Segment Start: Study material

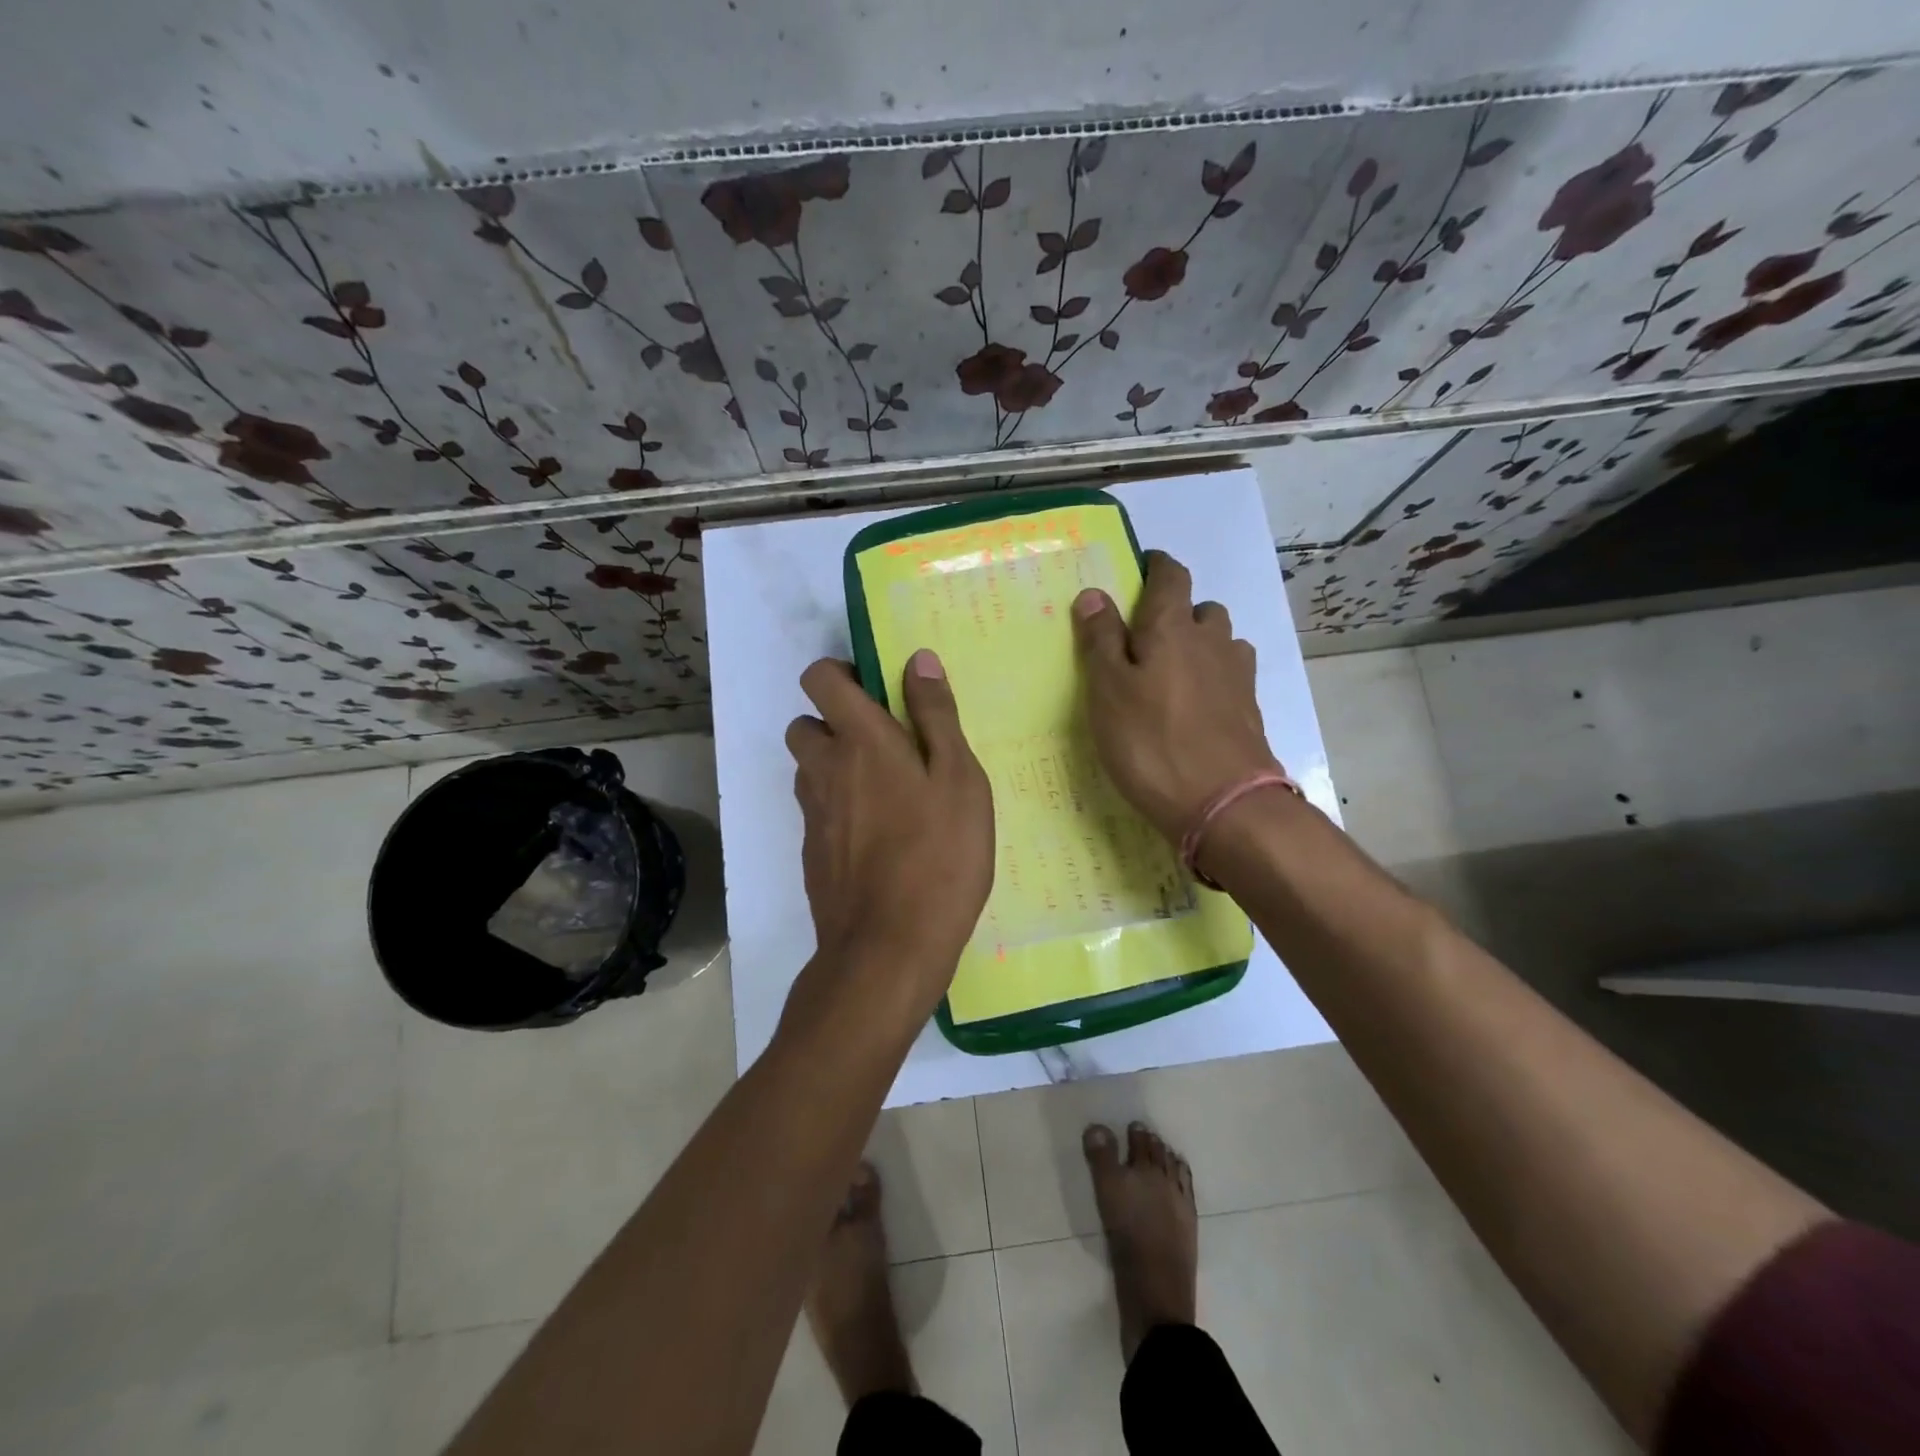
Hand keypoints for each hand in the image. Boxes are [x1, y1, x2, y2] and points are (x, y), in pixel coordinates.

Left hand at [784, 650, 993, 1019]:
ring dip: (836, 765)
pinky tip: (880, 837)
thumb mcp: (959, 780)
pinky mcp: (812, 852)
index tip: (878, 690)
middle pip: (805, 723)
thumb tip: (916, 660)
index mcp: (861, 741)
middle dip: (836, 722)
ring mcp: (812, 814)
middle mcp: (824, 769)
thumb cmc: (938, 857)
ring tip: (888, 792)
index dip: (841, 672)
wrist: (888, 948)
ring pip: (810, 769)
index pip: (819, 677)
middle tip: (886, 745)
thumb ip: (936, 716)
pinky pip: (818, 810)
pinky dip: (839, 807)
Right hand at [1072, 551, 1281, 843]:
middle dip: (1178, 610)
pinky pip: (1231, 675)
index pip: (1171, 576)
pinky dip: (1214, 677)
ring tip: (1174, 671)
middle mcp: (1211, 641)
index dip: (1157, 566)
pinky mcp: (1249, 710)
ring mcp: (1237, 676)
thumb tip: (1094, 593)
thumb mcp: (1107, 690)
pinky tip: (1198, 704)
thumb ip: (1100, 640)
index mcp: (1172, 628)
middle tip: (1148, 636)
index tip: (1143, 568)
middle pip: (1202, 608)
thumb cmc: (1150, 742)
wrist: (1223, 803)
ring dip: (1200, 644)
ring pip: (1221, 642)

Segment End: Study material

What this task involves >> Look for "thumb mcp: (959, 780)" in the records. Write out its line and every later line through the end exactly, with nothing more.

Response >>
thumb mcp: (959, 780)
pinky mcp: (812, 852)
index tip: (878, 690)
middle pip: (805, 723)
thumb tip: (916, 660)
index mcp: (861, 741)
middle dip: (836, 722)
ring mcp: (812, 814)
middle mcp: (824, 769)
thumb cmc: (938, 857)
ring tip: (888, 792)
index dip: (841, 672)
wrist: (888, 948)
ring pip: (810, 769)
index pip: (819, 677)
middle tip: (886, 745)
thumb ip: (936, 716)
pinky pip: (818, 810)
pinky dip: (839, 807)
Right hand at [1072, 551, 1281, 843]:
middle dip: (1178, 610)
pinky pip: (1231, 675)
index pip: (1171, 576)
pinky dip: (1214, 677)
ring tip: (1174, 671)
middle mcp: (1211, 641)
index dip: (1157, 566)
pinky mcp: (1249, 710)
ring mcp: (1237, 676)
thumb tip: (1094, 593)
thumb mcp: (1107, 690)
pinky tip: (1198, 704)
thumb ip: (1100, 640)
index mcp: (1172, 628)
middle tip: (1148, 636)
index tip: (1143, 568)
middle pip: (1202, 608)
thumb cmc: (1150, 742)
wrist: (1223, 803)
ring dip: (1200, 644)
ring pip: (1221, 642)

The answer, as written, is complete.